Princess Diana and Andrea Rose at the 1995 Kossoff exhibition in Venice (photo by William Feaver)
In his essay for the 1995 Kossoff catalogue, Sylvester makes (perhaps too) clear that he considered Kossoff to be directly descended from Constable, as he did another English artist who he sometimes claimed to be the greatest of his generation, Malcolm Morley. The excellent series of responses to the proposition 'There's No Such Thing as British Art' in volume one of the Paul Mellon Centre's British Art Studies reminded me of Sylvester, not least because Martin Hammer, in his statement, quotes him on Sickert: "The tragic flaw in English painting is compromise, unwillingness to be committed to a point of view, a desire to have the best of two or more worlds (especially, in our time, a present and a past world)." Sylvester's sense of British art, or at least the best British art, seems to have involved the attributes found in the artists mentioned above, and I think this is why he was so keen on making this connection between Constable and Kossoff.

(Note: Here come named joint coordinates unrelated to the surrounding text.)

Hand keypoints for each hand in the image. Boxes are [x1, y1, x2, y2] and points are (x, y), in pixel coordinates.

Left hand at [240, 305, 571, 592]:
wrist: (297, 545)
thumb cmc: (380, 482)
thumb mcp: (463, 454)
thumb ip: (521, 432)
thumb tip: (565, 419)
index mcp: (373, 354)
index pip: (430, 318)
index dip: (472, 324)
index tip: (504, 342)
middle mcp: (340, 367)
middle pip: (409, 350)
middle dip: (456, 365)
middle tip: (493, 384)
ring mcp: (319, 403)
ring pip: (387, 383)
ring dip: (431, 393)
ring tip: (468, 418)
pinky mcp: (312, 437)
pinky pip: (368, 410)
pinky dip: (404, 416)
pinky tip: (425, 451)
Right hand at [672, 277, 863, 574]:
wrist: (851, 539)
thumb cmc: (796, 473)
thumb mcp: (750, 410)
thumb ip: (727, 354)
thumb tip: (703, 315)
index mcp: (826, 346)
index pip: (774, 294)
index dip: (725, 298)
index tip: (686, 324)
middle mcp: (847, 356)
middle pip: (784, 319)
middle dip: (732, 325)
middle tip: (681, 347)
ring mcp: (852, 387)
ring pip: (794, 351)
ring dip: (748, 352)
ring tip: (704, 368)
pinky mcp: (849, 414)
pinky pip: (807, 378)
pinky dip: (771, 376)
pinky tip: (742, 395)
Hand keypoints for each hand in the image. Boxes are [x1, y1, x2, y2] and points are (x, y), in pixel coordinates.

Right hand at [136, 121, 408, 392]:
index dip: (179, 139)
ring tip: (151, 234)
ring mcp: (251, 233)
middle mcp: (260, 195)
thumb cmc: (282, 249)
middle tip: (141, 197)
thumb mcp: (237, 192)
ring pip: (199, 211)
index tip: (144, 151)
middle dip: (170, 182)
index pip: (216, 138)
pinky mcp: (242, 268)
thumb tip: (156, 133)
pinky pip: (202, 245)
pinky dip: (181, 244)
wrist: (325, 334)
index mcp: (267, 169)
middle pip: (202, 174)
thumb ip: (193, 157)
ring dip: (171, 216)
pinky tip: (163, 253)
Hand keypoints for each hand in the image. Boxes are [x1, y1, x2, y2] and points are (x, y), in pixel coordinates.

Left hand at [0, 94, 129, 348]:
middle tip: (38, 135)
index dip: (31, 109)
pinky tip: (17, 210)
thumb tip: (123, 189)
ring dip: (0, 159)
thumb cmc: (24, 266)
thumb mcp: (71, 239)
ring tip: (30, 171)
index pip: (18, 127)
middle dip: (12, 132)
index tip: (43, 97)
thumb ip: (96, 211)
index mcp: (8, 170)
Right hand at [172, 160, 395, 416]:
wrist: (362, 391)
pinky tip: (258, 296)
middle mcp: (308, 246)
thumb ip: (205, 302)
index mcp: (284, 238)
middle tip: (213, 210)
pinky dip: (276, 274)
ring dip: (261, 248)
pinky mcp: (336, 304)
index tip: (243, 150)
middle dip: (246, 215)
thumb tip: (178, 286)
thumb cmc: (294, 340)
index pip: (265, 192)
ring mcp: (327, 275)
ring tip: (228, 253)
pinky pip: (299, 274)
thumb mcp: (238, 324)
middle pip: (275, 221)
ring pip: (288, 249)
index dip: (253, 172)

This is all pretty well known and I'm always keen to draw attention to the less familiar aspects of Sylvester's work, but it's striking how neatly the group of essays about British artists he chose to reprint in his selected essays, About Modern Art, fit together. In the final edition 22 out of 77 essays are about British artists, of which only five are about abstract art, and only one on a British abstract painter (Bridget Riley). Given how wonderfully Sylvester wrote about artists such as (abstract) Pasmore, it's hard not to see this presentation as a streamlining of the British tradition. One of my favourite unpublished Sylvester statements, in fact, is a wonderful defence of Marcus Harvey's Myra at the time of the Sensation exhibition, which demonstrates his conviction in its power and importance not only as an image but as a painting.
What I mean to say, simply, is that in reflecting on Sylvester and British figurative art in the 1990s, it's important to remember there was a lot more going on than the succession of Bacon exhibitions he curated. He paid close attention to the work of younger artists, sometimes in texts which haven't been reprinted and sometimes in personal correspondence and other unpublished writings, but it all adds up to a strong sense of an ongoing tradition.